# EXERCISE OBJECTIVE:
From the first entry to the last, restate everything word for word and exclude pictures.
===============
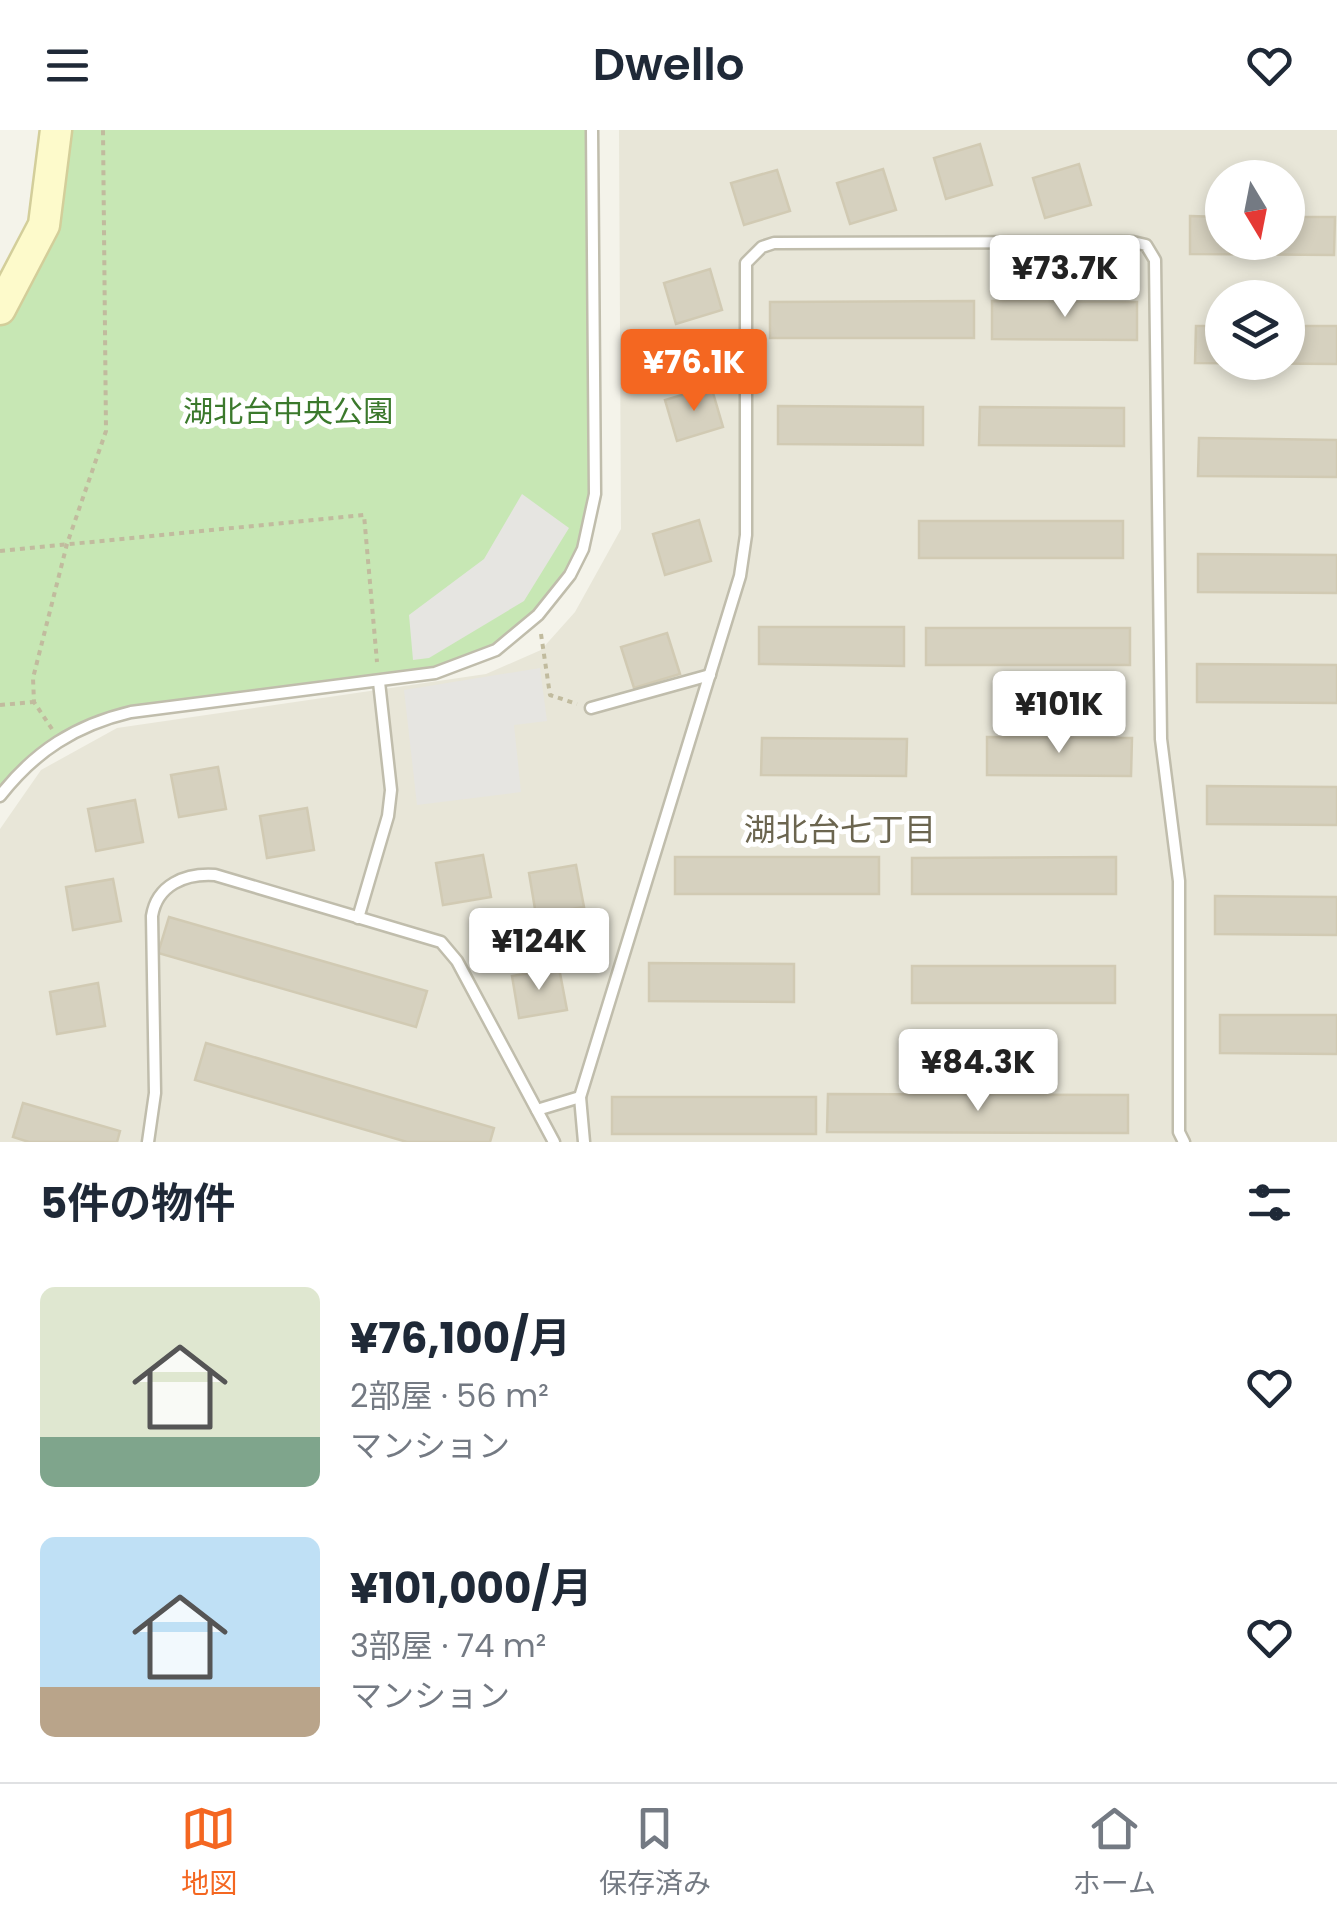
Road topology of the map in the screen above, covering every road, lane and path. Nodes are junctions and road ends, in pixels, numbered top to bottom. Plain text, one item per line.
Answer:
1 (56, 130) edge
2 (103, 130) edge
3 (592, 130) edge
4 (0, 309) edge
5 (67, 544) junction
6 (0, 551) edge
7 (538, 615) junction
8 (710, 676) junction
9 (379, 682) junction
10 (34, 702) junction
11 (0, 706) edge
12 (592, 708) joint
13 (59, 740) junction
14 (0, 796) edge
15 (358, 918) junction
16 (580, 1097) junction
17 (537, 1110) junction
18 (148, 1142) edge
19 (554, 1142) edge
20 (584, 1142) edge
21 (1184, 1142) edge

1 - 4 street
2 - 5 path
3 - 7 lane
5 - 6 path
5 - 9 path
5 - 10 path
7 - 9 lane
7 - 12 path
8 - 12 lane
8 - 16 lane
8 - 21 lane
9 - 13 lane
9 - 15 lane
10 - 11 path
10 - 13 path
13 - 14 lane
15 - 17 lane
15 - 18 lane
16 - 17 lane
16 - 20 lane
17 - 19 lane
===============
# TASK SOLUTION:
Road topology of the map in the screen above, covering every road, lane and path. Nodes are junctions and road ends, in pixels, numbered top to bottom. Plain text, one item per line.
Answer:
1 (56, 130) edge
2 (103, 130) edge
3 (592, 130) edge
4 (0, 309) edge
5 (67, 544) junction
6 (0, 551) edge
7 (538, 615) junction
8 (710, 676) junction
9 (379, 682) junction
10 (34, 702) junction
11 (0, 706) edge
12 (592, 708) joint
13 (59, 740) junction
14 (0, 796) edge
15 (358, 918) junction
16 (580, 1097) junction
17 (537, 1110) junction
18 (148, 1142) edge
19 (554, 1142) edge
20 (584, 1142) edge
21 (1184, 1142) edge

1 - 4 street
2 - 5 path
3 - 7 lane
5 - 6 path
5 - 9 path
5 - 10 path
7 - 9 lane
7 - 12 path
8 - 12 lane
8 - 16 lane
8 - 21 lane
9 - 13 lane
9 - 15 lane
10 - 11 path
10 - 13 path
13 - 14 lane
15 - 17 lane
15 - 18 lane
16 - 17 lane
16 - 20 lane
17 - 19 lane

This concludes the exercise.